北海道への移籍話は自ら申し出たことだという。
「もともと関西独立リーグと向こうのリーグが提携してたんですよ。だから交流戦をしてたんです。それがコロナで中断していて、去年、そろそろいいだろうってブレイバーズが富良野に遠征することになったんです。だから僕から球団に言ったんですよ。『提携してるんだったら選手の行き来もしたらいいじゃないですか。NPBじゃないんだからレンタル移籍もありなんじゃないか』って。それでまずは僕が行くって申し出たんです。それで、遠征した後に僕だけさらに2週間そのまま残ったんです。僕も北海道楽しめるし、リーグも活性化するでしょう。実際、今シーズンは向こうからこっちに移籍した選手もいます。ウィン・ウィンじゃないですか」
チームが去った後、その宿舎だった青少年宿泊施設のドミトリー部屋にひとり残った。小中学生が林間学校で使うような宿泊所に不惑を過ぎた中年男がひとり泊まるだけでもなかなか見ることのできない光景なのに、その中年男が元プロ野球の主力選手というのも、なかなかある絵ではない。無論、久保は「そんなん別に寝れたらいいじゃないですか」と意に介さない。

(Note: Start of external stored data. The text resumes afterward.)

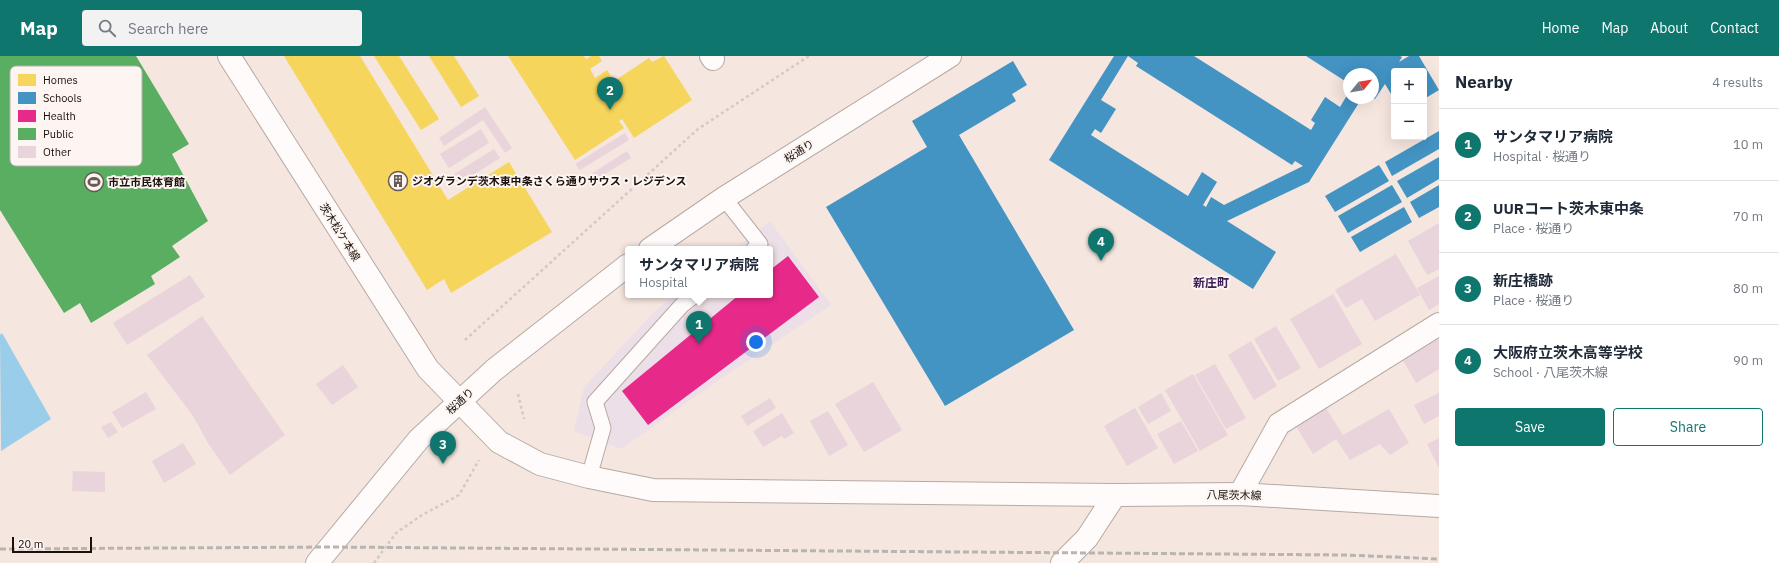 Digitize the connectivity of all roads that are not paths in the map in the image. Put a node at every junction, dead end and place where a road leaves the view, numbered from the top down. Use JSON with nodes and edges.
{"nodes":[{"id":1,"x":228,"y":56,"type":"edge"},
{"id":2,"x":950,"y":56,"type":"edge"},
{"id":3,"x":724,"y":198,"type":"junction"},
{"id":4,"x":654,"y":246,"type":"edge"},
{"id":5,"x":758,"y":246,"type":"edge"},
{"id":6,"x":625,"y":267,"type":"edge"},
{"id":7,"x":691,"y":298,"type":"edge"},
{"id":8,"x":1439,"y":324,"type":"edge"},
{"id":9,"x":460,"y":402,"type":"junction"},
{"id":10,"x":589,"y":477,"type":"junction"},
{"id":11,"x":1240,"y":494,"type":"junction"},
{"id":12,"x":1115,"y":495,"type":"junction"},
{"id":13,"x":1439,"y":506,"type":"edge"},
{"id":14,"x":317,"y":563,"type":"edge"},
{"id":15,"x":1062,"y":563,"type":"edge"}],
"edges":[{"from":1,"to":9,"type":"street","name":"茨木松ケ本線"},
{"from":2,"to":3,"type":"street","name":"桜通り"},
{"from":3,"to":4,"type":"street","name":"桜通り"},
{"from":3,"to":5,"type":"lane"},
{"from":6,"to":9,"type":"street","name":"桜通り"},
{"from":7,"to":10,"type":"lane"},
{"from":8,"to":11,"type":"street"},
{"from":9,"to":10,"type":"street","name":"茨木松ケ本線"},
{"from":9,"to":14,"type":"street","name":"桜通り"},
{"from":10,"to":12,"type":"street","name":"八尾茨木線"},
{"from":11,"to":12,"type":"street","name":"八尾茨木線"},
{"from":11,"to":13,"type":"street","name":"八尾茨木線"},
{"from":12,"to":15,"type":"street"}]}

北海道ベースボールリーグは、選手には報酬は支払わず、プレーする環境を提供し、就労支援を行う一風変わった独立リーグだ。選手たちは、チームの本拠地のある町で仕事に就きながら野球を続けている。短期間ではあれこのリーグの所属選手となった久保は、リーグの趣旨にも賛同し、地元農家の手伝いもしたという。
「別に球団から頼まれたわけではないです。面白そうだからオフの日に農家でアルバイトやってる子の所に見学に行きました。ビニールハウスでトマト収穫しましたね。農業はやったことがないんで、どんなことやってんのかなと思って。もちろんノーギャラですよ」
ブレイバーズの北海道遠征に帯同し、交流戦で顔見せ登板。移籍先の富良野ブルーリッジでは2度先発したという。久保にとっては寝床と食事を用意してもらった上での北海度観光だった。最後は家族も呼び寄せ、周辺を巡ったという。

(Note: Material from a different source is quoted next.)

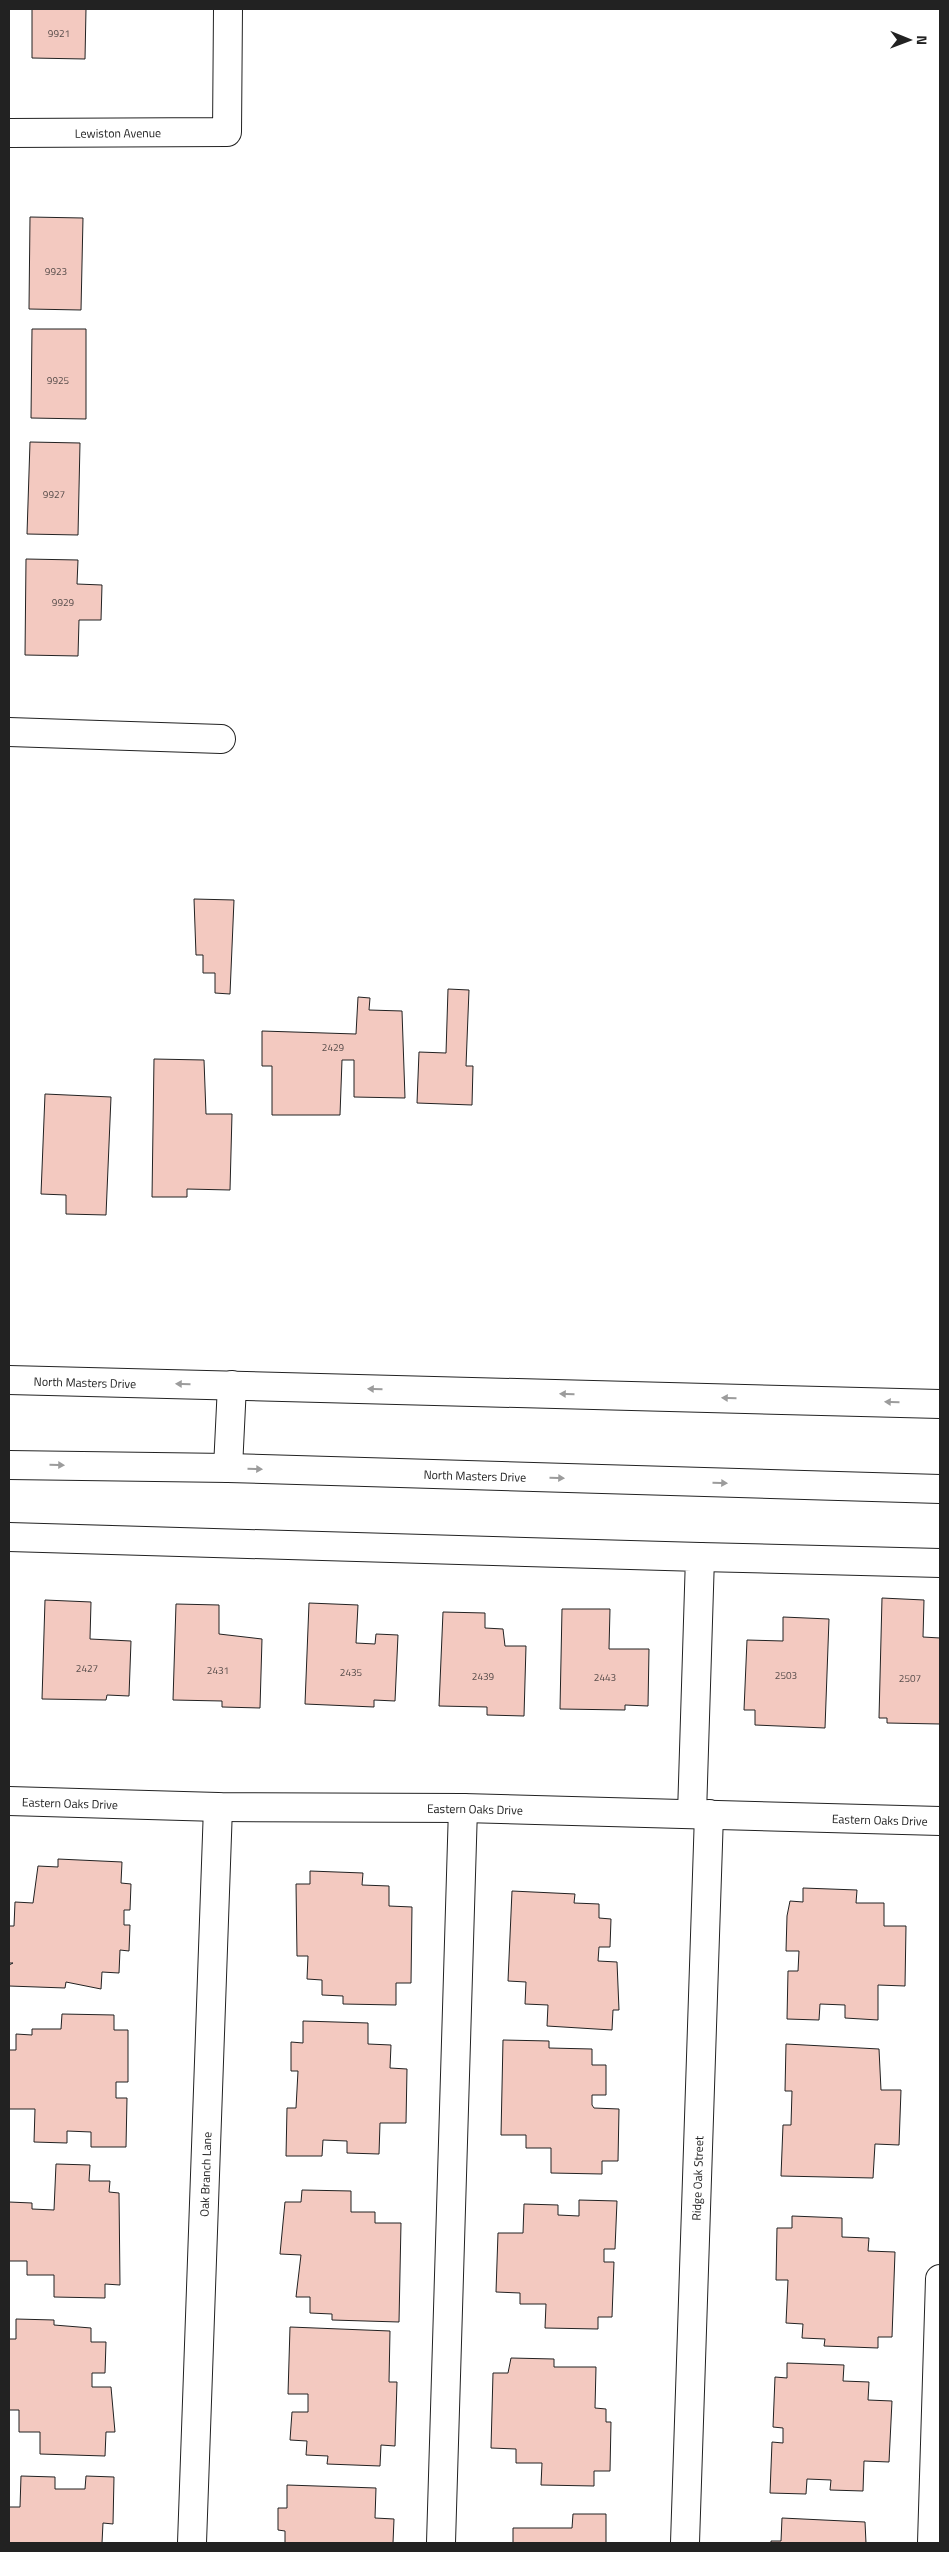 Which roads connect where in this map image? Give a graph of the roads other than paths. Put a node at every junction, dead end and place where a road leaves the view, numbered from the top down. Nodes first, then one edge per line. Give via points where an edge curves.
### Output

「温泉とか行きましたよ。富良野なんで『北の国から』のロケ地巡りもしたかったんですけど、それは時間なかったですね。帯広まで遠出したし。試合は両方負けたかな。1つは僕が敗戦投手のはずです」
たった2週間の北海道のプレーは、彼にとって「旅」でしかなかった。
「言うたら遊びに行ってるだけですね。北海道の独立リーグってどんなんかなって興味はあったし。だからあれで十分です。基本的にあれ以上プレーしようとも思わなかったし、それは兵庫も同じことです」
コロナ禍が終わり再び海外へ
そんな久保が次の行き先として狙いを定めたのがドイツだった。それもプレーの場としてのブンデスリーガではなく、観光地としてのドイツでしかない。要するに野球はドイツに行くための手段でしかないのだ。
「昨年の12月に、元DeNAの濱矢(廣大)君から連絡があったんですよ。彼、BCリーグの茨城の後、メキシコ行って、去年はイタリアでプレーしていたんです。それで、彼にどこかいいチームあったら探しといてって頼んでたんです。ほんまは世界遺産が一番多いからイタリアが良かったんですけど、ドイツも3番目なんで」
ドイツ行きが決まった後は、地図を広げ、世界遺産の場所をチェック。残念ながらドイツの世界遺産は国土の南部に集中しており、久保の所属する北部の町、ハンブルクからは遠い上、ブンデスリーガは現在南北に分かれた地区制を採用しているため、レギュラーシーズン中は世界遺産巡りはお預けになりそうだ。
「電車が便利なんで、どこでも行けるらしいですけど、シーズン中はベルリンくらいまでしか行けないでしょうね。試合のない平日はアカデミーの子供らにも教えに行かなあかんので。だから遠征の時に隙見て、どこかに行くしかないですね。プレーオフまで進めば、南部のチームとも当たるので世界遺産巡りはその時ですね。家族は今年はドイツ旅行やって喜んでますよ。メキシコの時は危ないからって来ませんでしたから」
契約は4月から9月まで。月給は5~600ユーロほど。給与はプレーそのものよりクラブが運営するアカデミーのコーチとしてのものだ。渡航費や住むところと食事はクラブが用意してくれるので、久保にしてみれば、タダでドイツ旅行ができるという認識だ。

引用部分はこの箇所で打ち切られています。